'Predatory' son of Greggs bakery founder jailed over abuse of young boys

Fiona Simpson
'Predatory paedophile': Colin Gregg has been jailed over the abuse of four young boys: PA

The “sophisticated, predatory” son of the founder of bakery chain Greggs has been jailed for 13-and-a-half years after assaulting four young boys.

Colin Gregg, 75, was sentenced at Newcastle Crown Court having been convicted of nine counts of indecent assault on his victims over a period of decades.

Gregg, who helped build up the family business and also worked as a social worker, abused his positions of trust as a teacher and headteacher to sexually abuse boys, Judge Robin Mairs said.

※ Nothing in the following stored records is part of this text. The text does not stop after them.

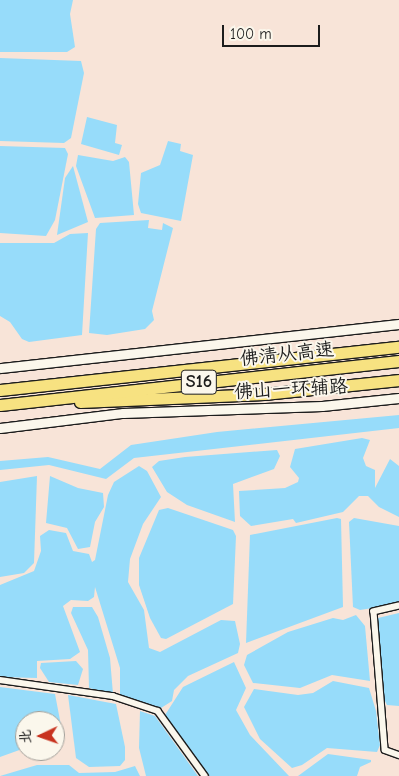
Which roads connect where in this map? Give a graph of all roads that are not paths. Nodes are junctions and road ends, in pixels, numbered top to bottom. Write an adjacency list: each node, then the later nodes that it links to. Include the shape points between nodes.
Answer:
1 (399, 324): 5 (main road)
2 (399, 347): 8 (highway, 佛清从高速 / S16)
3 (399, 361): 10 (highway, 佛清从高速 / S16)
4 (0, 363): 5 (main road)
5 (45, 363): 6 (main road)
6 (0, 368)
7 (399, 380): 10 (highway, via 264,394 123,402)
8 (0, 390)
9 (399, 398): 12 (main road, 佛山一环辅路, via 322,406 123,413)
10 (16, 403): 11 (highway, 佛清从高速 / S16)
11 (0, 404)
12 (2, 428)
13 (399, 606): 15 (street, via 374,612 385,750)
14 (0, 680): 16 (street, via 113,696 158,711)
15 (399, 755)
16 (205, 776)

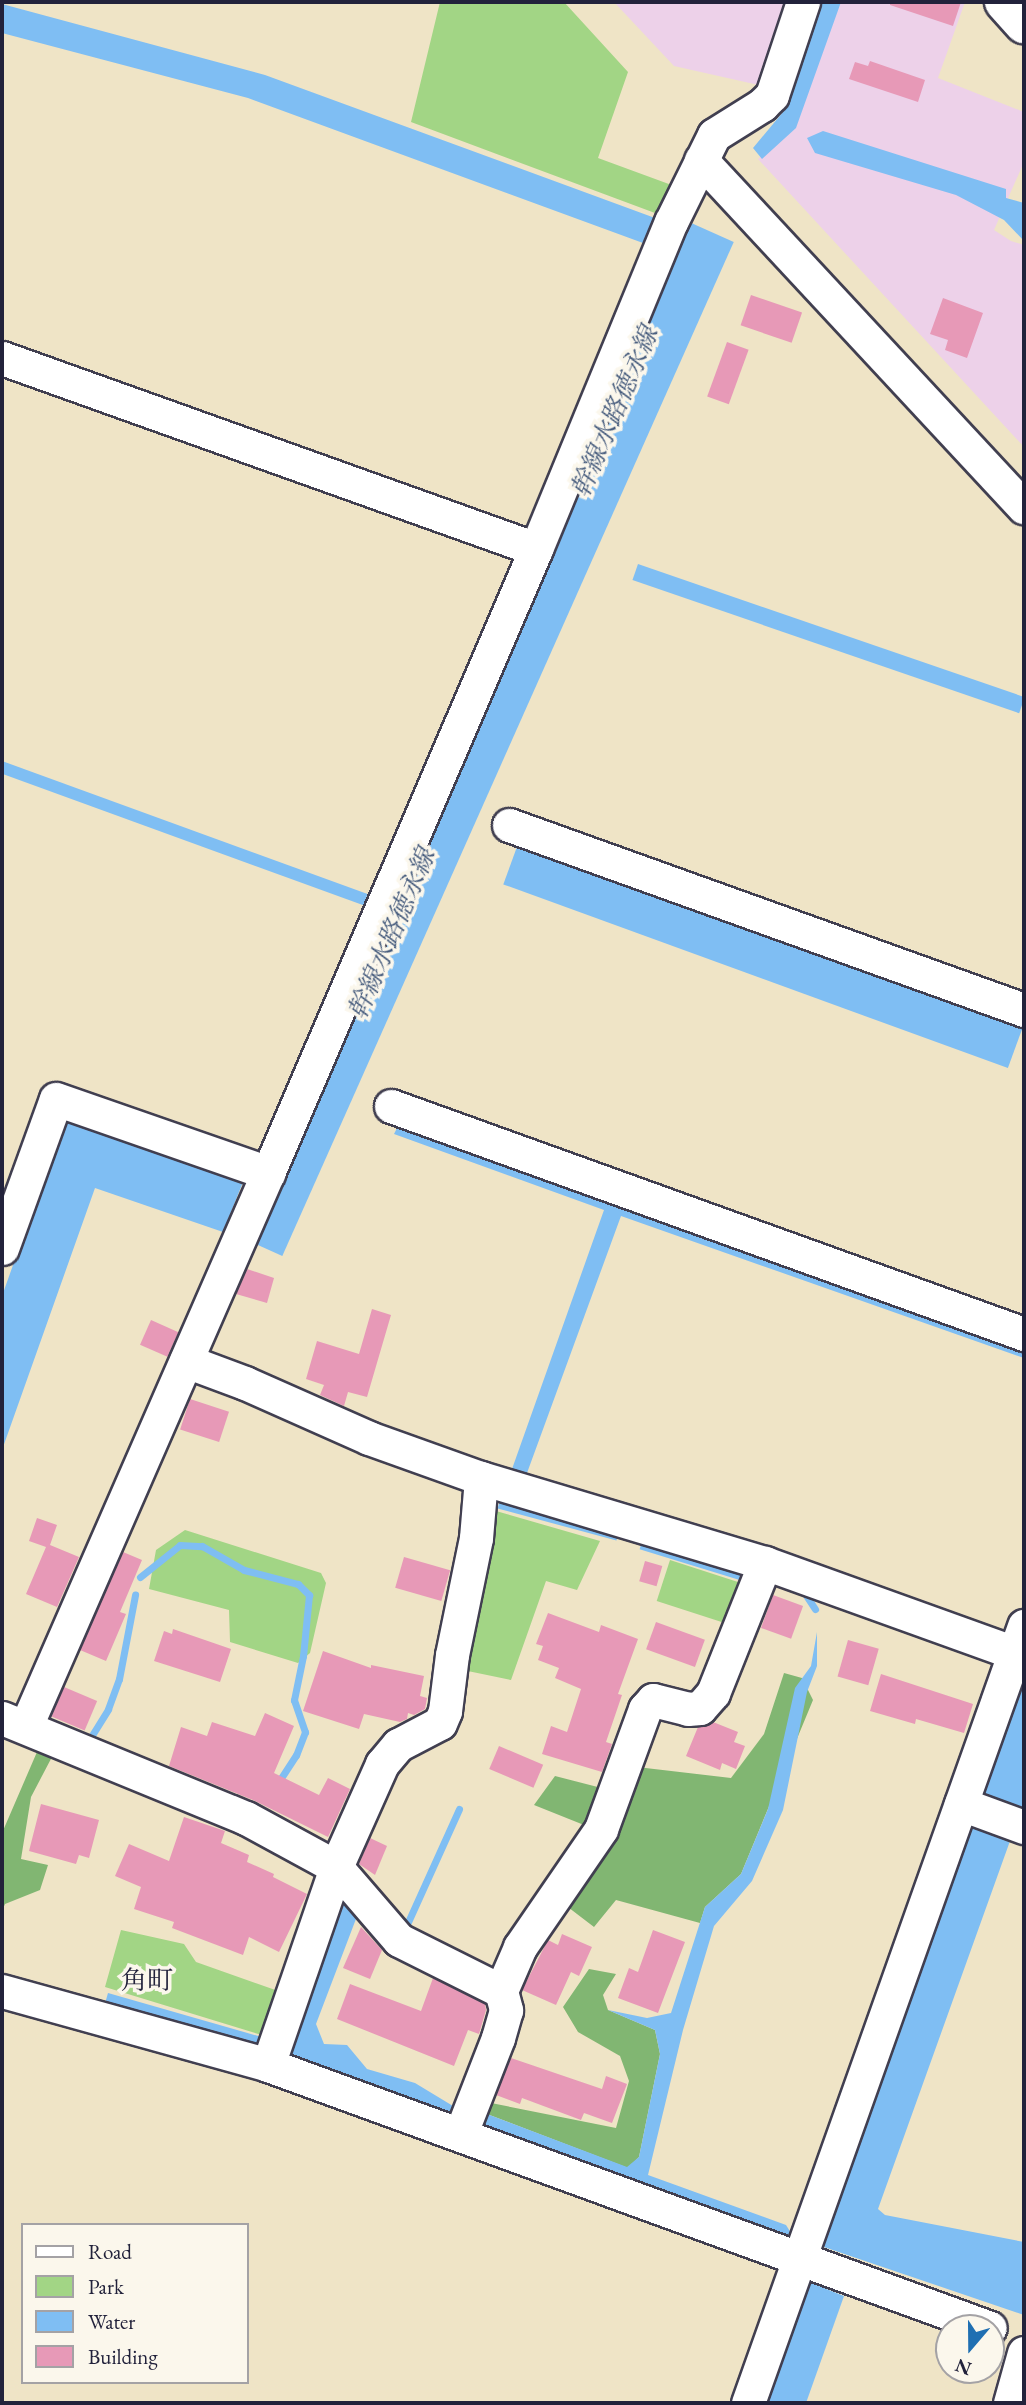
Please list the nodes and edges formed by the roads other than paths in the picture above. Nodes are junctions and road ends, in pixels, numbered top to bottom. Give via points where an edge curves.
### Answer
1 (803, 2) edge
2 (1004, 2) edge
3 (1024, 24) edge
4 (701, 160) junction
5 (2, 358) edge
6 (1024, 508) edge
7 (536, 549) junction
8 (509, 825) dead end
9 (1024, 1010) edge
10 (391, 1106) dead end
11 (13, 1183) edge
12 (258, 1198) junction
13 (2, 1248) edge
14 (1024, 1334) edge
15 (186, 1361) junction
16 (481, 1478) junction
17 (765, 1563) junction
18 (1019, 1639) edge
19 (14, 1722) edge
20 (994, 1816) edge
21 (335, 1867) junction
22 (2, 1991) edge
23 (501, 1991) junction
24 (268, 2065) junction
25 (461, 2133) junction
26 (820, 2268) junction
27 (951, 2314) edge
28 (1005, 2333) edge
29 (1024, 2339) edge
30 (1024, 2353) edge
31 (748, 2403) edge
32 (1010, 2403) edge

1 - 4 street via 772,94 714,135
2 - 3 highway
4 - 6 street
4 - 7 street
5 - 7 street
7 - 12 street
8 - 9 street
10 - 14 street
11 - 12 street via 56,1099
11 - 13 street
12 - 15 street
15 - 16 street via 369,1438
15 - 19 street
16 - 17 street
16 - 21 street via 477,1538 445,1711 440,1723 398,1745 382,1764
17 - 18 street
17 - 23 street via 713,1693 700,1708 653,1700 645,1709 601,1829 520,1947
18 - 20 street
19 - 21 street via 246,1818
20 - 26 street
21 - 23 street via 399,1940
21 - 24 street
22 - 24 street
23 - 25 street via 506,2010
24 - 25 street
25 - 26 street
26 - 27 street
26 - 31 street
28 - 29 street
30 - 32 street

He denied all the charges, claiming he was the victim of a "witch hunt" and that the complainants were looking for compensation.

Gregg grew wealthy from the family business and helped to raise thousands of pounds for children's charities, the court heard.

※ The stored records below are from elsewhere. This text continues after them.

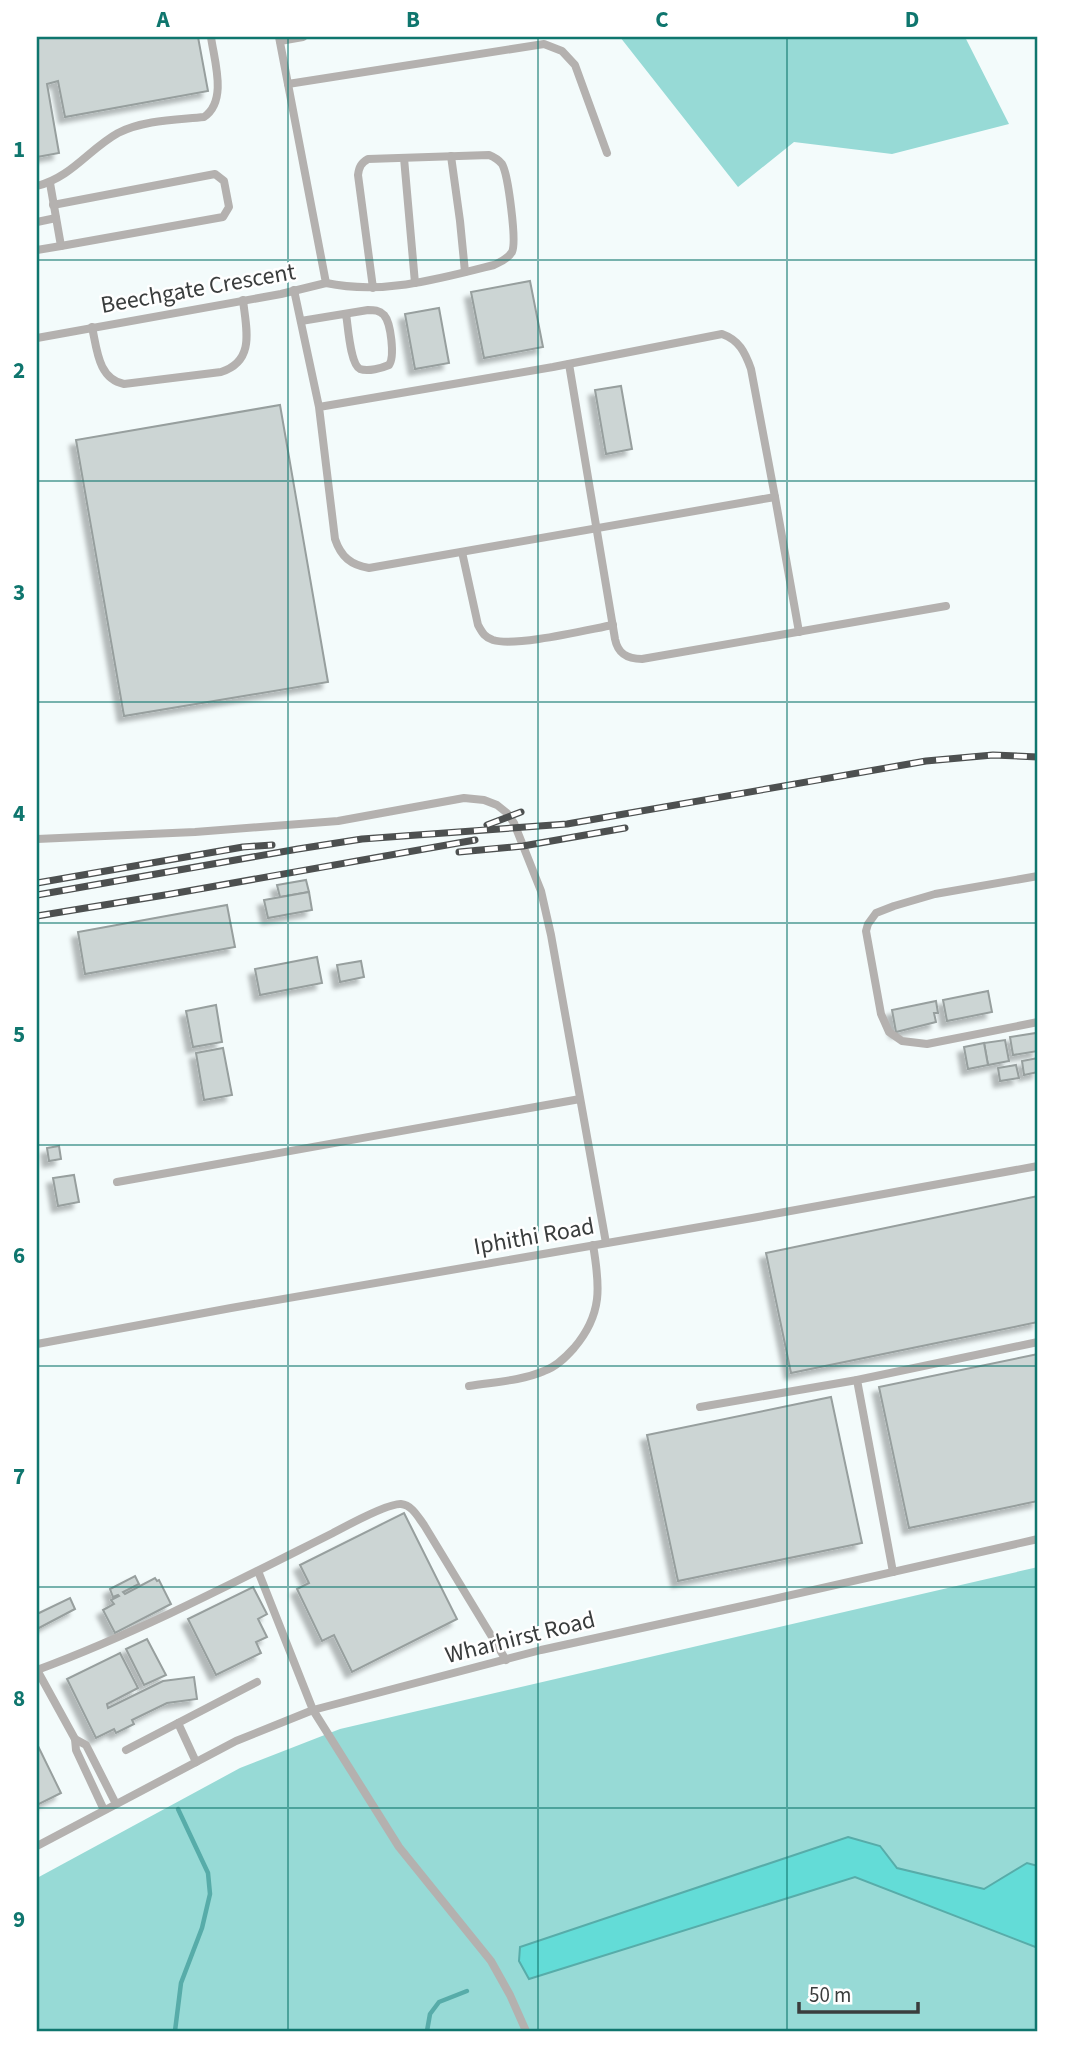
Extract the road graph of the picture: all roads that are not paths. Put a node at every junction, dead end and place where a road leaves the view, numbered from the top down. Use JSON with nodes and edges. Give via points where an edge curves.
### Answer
{"nodes":[{"id":1,"x":211,"y":37,"type":"edge"},
{"id":2,"x":303,"y":37,"type":"edge"},
{"id":3,"x":280,"y":39,"type":"edge"},
{"id":4,"x":288,"y":84,"type":"junction"},
{"id":5,"x":607,"y":153,"type":"dead end"},
{"id":6,"x":451,"y":156,"type":"junction"},
{"id":7,"x":404,"y":158,"type":"junction"},
{"id":8,"x":50,"y":183,"type":"junction"},
{"id":9,"x":37,"y":186,"type":"edge"},
{"id":10,"x":53,"y":205,"type":"junction"},
{"id":11,"x":56,"y":218,"type":"junction"},
{"id":12,"x":37,"y":222,"type":"edge"},
{"id":13,"x":61,"y":246,"type":"junction"},
{"id":14,"x":37,"y":250,"type":"edge"},
{"id":15,"x":465,"y":272,"type":"junction"},
{"id":16,"x":326,"y":283,"type":"junction"},
{"id":17,"x":415,"y":283,"type":"junction"},
{"id":18,"x":373,"y":288,"type":"junction"},
{"id":19,"x":294,"y":290,"type":"junction"},
{"id":20,"x":243,"y":300,"type":"junction"},
{"id":21,"x":346,"y":314,"type":"junction"},
{"id":22,"x":301,"y":321,"type":"junction"},
{"id":23,"x":92,"y":327,"type":"junction"},
{"id":24,"x":37,"y":338,"type":"edge"},
{"id":25,"x":569,"y":364,"type":"junction"},
{"id":26,"x":319,"y":407,"type":"junction"},
{"id":27,"x":775,"y":497,"type":"junction"},
{"id":28,"x":597,"y":528,"type":"junction"},
{"id":29,"x":463,"y":552,"type":"junction"},
{"id":30,"x":946,"y":606,"type":"dead end"},
{"id":31,"x":613,"y":625,"type":"junction"},
{"id":32,"x":799,"y":632,"type":"junction"},
{"id":33,"x":37,"y":839,"type":"edge"},
{"id":34,"x":1038,"y":876,"type":"edge"},
{"id":35,"x":1038,"y":1022,"type":"edge"},
{"id":36,"x":580,"y":1098,"type":"junction"},
{"id":37,"x":1038,"y":1166,"type":"edge"},
{"id":38,"x":117,"y":1182,"type":"dead end"},
{"id":39,"x":606,"y":1243,"type":"junction"},
{"id":40,"x":593,"y":1245,"type":"junction"},
{"id":41,"x":1038,"y":1342,"type":"edge"},
{"id":42,"x":37,"y":1343,"type":"edge"},
{"id":43,"x":857,"y":1380,"type":"junction"},
{"id":44,"x":469,"y":1386,"type":"dead end"},
{"id":45,"x":700,"y":1407,"type":"dead end"},
{"id":46,"x":1038,"y":1539,"type":"edge"},
{"id":47,"x":258,"y":1570,"type":"junction"},
{"id":48,"x":893,"y":1572,"type":"junction"},
{"id":49,"x":506,"y":1660,"type":"junction"},
{"id":50,"x":37,"y":1670,"type":"edge"},
{"id":51,"x":257,"y":1682,"type":"dead end"},
{"id":52,"x":313,"y":1710,"type":"junction"},
{"id":53,"x":178,"y":1723,"type":"junction"},
{"id":54,"x":75,"y":1739,"type":"junction"},
{"id":55,"x":126,"y":1751,"type":"dead end"},
{"id":56,"x":196,"y":1762,"type":"junction"},
{"id":57,"x":116,"y":1804,"type":"junction"},
{"id":58,"x":104,"y":1810,"type":"junction"},
{"id":59,"x":37,"y":1846,"type":"edge"},
{"id":60,"x":526,"y":2031,"type":"edge"}],
"edges":[{"from":1,"to":8,"type":"lane","via":[[218,88],[209,113],[129,129]]},
{"from":2,"to":3,"type":"lane"},
{"from":3,"to":4,"type":"lane","name":"Beechgate Crescent"},
{"from":4,"to":5,"type":"lane","via":[[544,44],[562,51],[575,65]]},
{"from":4,"to":16,"type":"lane","name":"Beechgate Crescent"},
{"from":6,"to":7,"type":"lane"},
{"from":6,"to":15,"type":"lane"},
{"from":6,"to":15,"type":"lane","via":[[489,155],[501,162],[514,227],[512,252],[506,259]]},
{"from":7,"to":17,"type":"lane"},
{"from":7,"to":18,"type":"lane","via":[[368,159],[359,169]]},
{"from":8,"to":9,"type":"lane"},
{"from":8,"to":10,"type":"lane"},
{"from":10,"to":11,"type":"lane"},
{"from":10,"to":13,"type":"lane","via":[[215,174],[224,181],[229,207],[223,217]]},
{"from":11,"to":12,"type":"lane"},
{"from":11,"to":13,"type":"lane"},
{"from":13,"to":14,"type":"lane"},
{"from":15,"to":17,"type":"lane"},
{"from":16,"to":18,"type":"lane"},
{"from":16,"to":19,"type":"lane","name":"Beechgate Crescent"},
{"from":17,"to":18,"type":"lane"},
{"from":19,"to":20,"type":"lane","name":"Beechgate Crescent"},
{"from":19,"to":22,"type":"lane"},
{"from":20,"to":23,"type":"lane","name":"Beechgate Crescent"},
{"from":20,"to":23,"type":"lane","via":[[248,341],[238,363],[221,372],[116,383],[102,367]]},
{"from":21,"to":21,"type":"lane","via":[[375,310],[386,318],[393,357],[389,365],[357,367]]},
{"from":21,"to":22,"type":"lane"},
{"from":22,"to":26,"type":"lane"},
{"from":23,"to":24,"type":"lane","name":"Beechgate Crescent"},
{"from":25,"to":26,"type":"lane"},
{"from":25,"to":27,"type":"lane","via":[[722,334],[728,337],[743,349],[751,369]]},
{"from":25,"to":28,"type":"lane"},
{"from":26,"to":29,"type":"lane","via":[[335,538],[343,556],[369,568]]},
{"from":27,"to":28,"type":"lane"},
{"from":27,"to":32,"type":"lane"},
{"from":28,"to":29,"type":"lane"},
{"from":28,"to":31,"type":"lane"},
{"from":29,"to":31,"type":"lane","via":[[478,625],[491,639],[523,641]]},
{"from":30,"to":32,"type":"lane"},
{"from":31,"to":32,"type":"lane","via":[[616,645],[631,659]]},
{"from":33,"to":36,"type":"lane","via":[[338,821],[464,798],[496,805],[518,829],[541,891]]},
{"from":34,"to":35,"type":"lane","via":[[894,906],[876,913],[866,931],[881,1014],[889,1032],[902,1041],[927,1044]]},
{"from":36,"to":38,"type":"lane"},
{"from":36,"to":39,"type":"lane"},
{"from":37,"to":39,"type":"lane","name":"Iphithi Road"},
{"from":39,"to":40,"type":"lane","name":"Iphithi Road"},
{"from":40,"to":42,"type":"lane","name":"Iphithi Road"},
{"from":40,"to":44,"type":"lane","via":[[599,1279],[594,1313],[567,1355],[537,1374]]},
{"from":41,"to":43,"type":"lane"},
{"from":43,"to":45,"type":"lane"},
{"from":43,"to":48,"type":"lane"},
{"from":46,"to":48,"type":"lane","name":"Wharhirst Road"},
{"from":47,"to":49,"type":"lane","via":[[354,1522],[404,1504],[424,1525]]},
{"from":47,"to":50,"type":"lane","via":[[115,1639]]},
{"from":47,"to":52,"type":"lane"},
{"from":48,"to":49,"type":"lane","name":"Wharhirst Road"},
{"from":49,"to":52,"type":"lane","name":"Wharhirst Road"},
{"from":50,"to":54,"type":"lane"},
{"from":51,"to":53,"type":"lane"},
{"from":52,"to":56,"type":"lane","name":"Wharhirst Road"},
{"from":52,"to":60,"type":"lane","via":[[400,1847],[491,1961]]},
{"from":53,"to":55,"type":"lane"},
{"from":53,"to":56,"type":"lane"},
{"from":54,"to":57,"type":"lane","via":[[86,1745]]},
{"from":54,"to":58,"type":"lane"},
{"from":56,"to":57,"type":"lane","name":"Wharhirst Road"},
{"from":57,"to":58,"type":"lane","name":"Wharhirst Road"},
{"from":58,"to":59,"type":"lane","name":"Wharhirst Road"}]}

The judge said: "It is true you have enjoyed great wealth, privilege and social standing.

"It is also true that you used those benefits as a cloak of respectability behind which you sexually abused young boys.

"You were a charismatic, inspiring teacher and mentor but you used those attributes to groom boys and to protect yourself from allegations."

Gregg's defence was that the complainants were fantasists and liars, but the judge said the jury heard their evidence and they were convinced it was the defendant who was lying.

Gregg, from Gosforth, Newcastle, abused one victim in a swimming pool, the others were molested in a gym, his study or a car.

The judge said: "This was sophisticated predatory behaviour, you are a sophisticated predatory paedophile."

The lengthy jail sentence came more than 20 years since police first investigated an allegation against Gregg.

He was cleared of groping a boy at a trial in the late 1990s, then more complainants came forward but a judge ruled he could not be tried on those allegations.

Last year he was tried when more victims made complaints and a jury in Newcastle cleared him of some counts but could not agree verdicts on others.

That led to a retrial at Leeds Crown Court which concluded earlier this month with nine convictions.